It's only an API not a Graphical interface, and it's still in ALPHA Check the WINE listing at http://sourceforge.net/projects/wine/
I ignored this post the first time I saw it because it made my eyes roll. Don't assume we all don't know this already. We were not talking about icons for Windows programs. I was referring to wine installing an icon for *itself*, which it doen't do because, obviously, you either run it from the command line, or double click program icons in the file manager to use it.

And you are wrong about a graphical interface. There is a graphical interface for browsing programs using Wine available from winehq. It just isn't part of the big download for wine itself.

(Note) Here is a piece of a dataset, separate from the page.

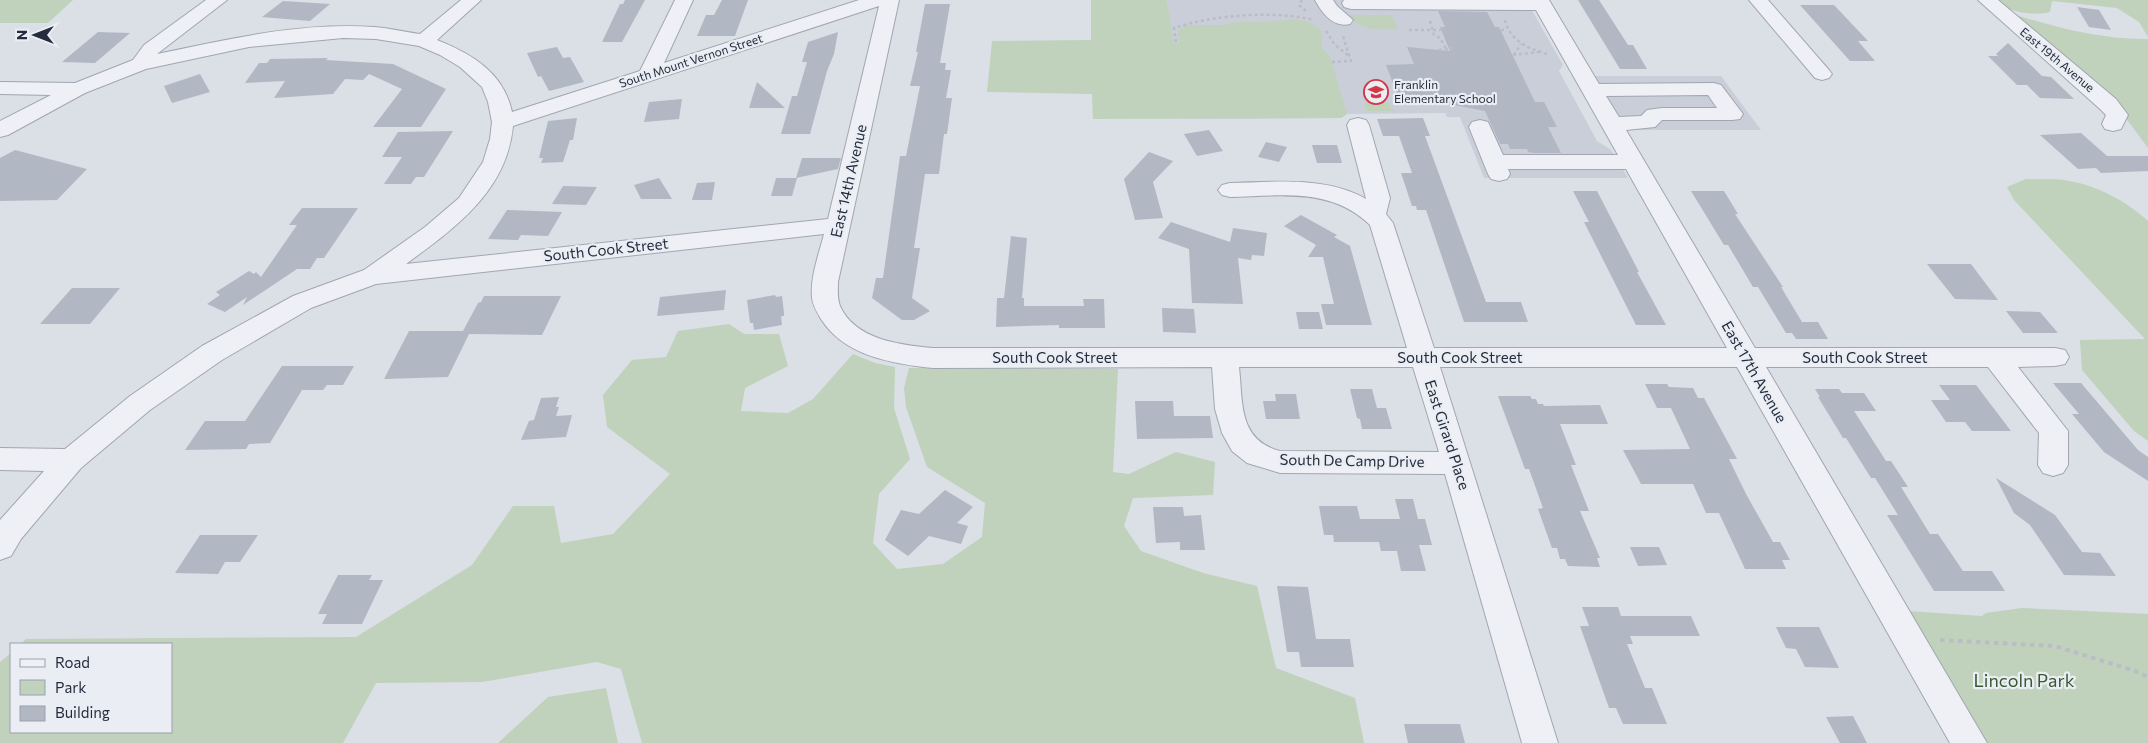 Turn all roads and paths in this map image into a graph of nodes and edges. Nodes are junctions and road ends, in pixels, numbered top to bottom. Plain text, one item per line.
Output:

As far as it still being ALPHA, what do you call it when a programmer calls software that is a decade old an alpha because itt has never made it to beta or ever had a finalized release?

a. An excuse for never having to try to finish his work

b. A disclaimer so that true-believers will defend his software when users cannot make it work. "It's not supposed to work" they say.

c. A curiosity - tinkering project made by someone with no interest in completing it.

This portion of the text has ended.